> _Problem to solve_: Word for word, return each entry that follows, with every image removed.

── The input ──

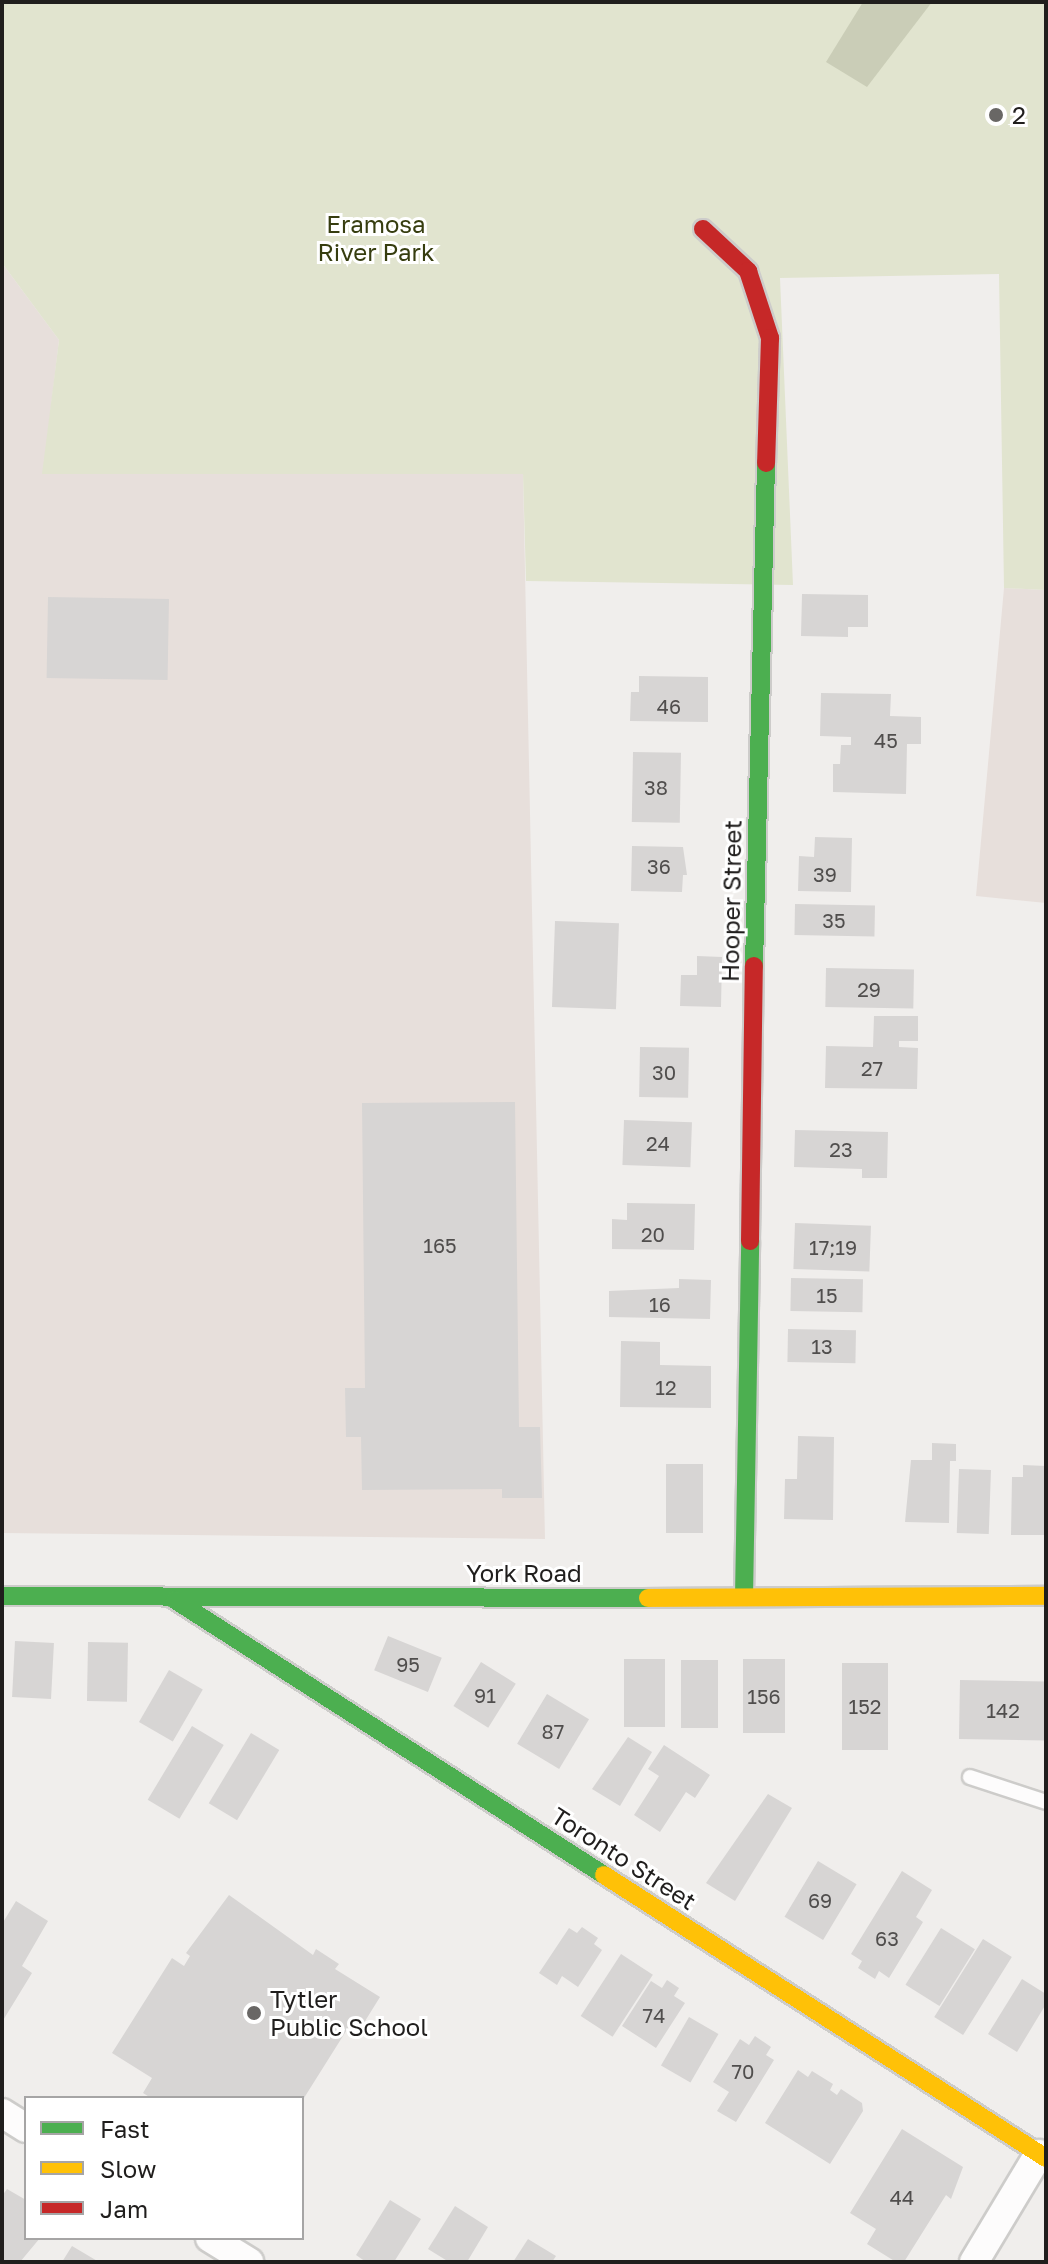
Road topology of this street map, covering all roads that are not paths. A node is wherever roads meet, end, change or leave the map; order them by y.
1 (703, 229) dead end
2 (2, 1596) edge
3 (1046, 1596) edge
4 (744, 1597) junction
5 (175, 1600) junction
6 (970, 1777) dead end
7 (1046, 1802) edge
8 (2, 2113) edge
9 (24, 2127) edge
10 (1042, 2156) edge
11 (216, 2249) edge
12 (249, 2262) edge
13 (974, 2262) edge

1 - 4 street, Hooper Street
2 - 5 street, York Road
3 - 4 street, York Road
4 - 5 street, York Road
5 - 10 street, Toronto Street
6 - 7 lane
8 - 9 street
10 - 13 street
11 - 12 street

───

> _Final answer_:
Road topology of this street map, covering all roads that are not paths. A node is wherever roads meet, end, change or leave the map; order them by y.
1 (703, 229) dead end
2 (2, 1596) edge
3 (1046, 1596) edge
4 (744, 1597) junction
5 (175, 1600) junction
6 (970, 1777) dead end
7 (1046, 1802) edge
8 (2, 2113) edge
9 (24, 2127) edge
10 (1042, 2156) edge
11 (216, 2249) edge
12 (249, 2262) edge
13 (974, 2262) edge

1 - 4 street, Hooper Street
2 - 5 street, York Road
3 - 4 street, York Road
4 - 5 street, York Road
5 - 10 street, Toronto Street
6 - 7 lane
8 - 9 street
10 - 13 street
11 - 12 street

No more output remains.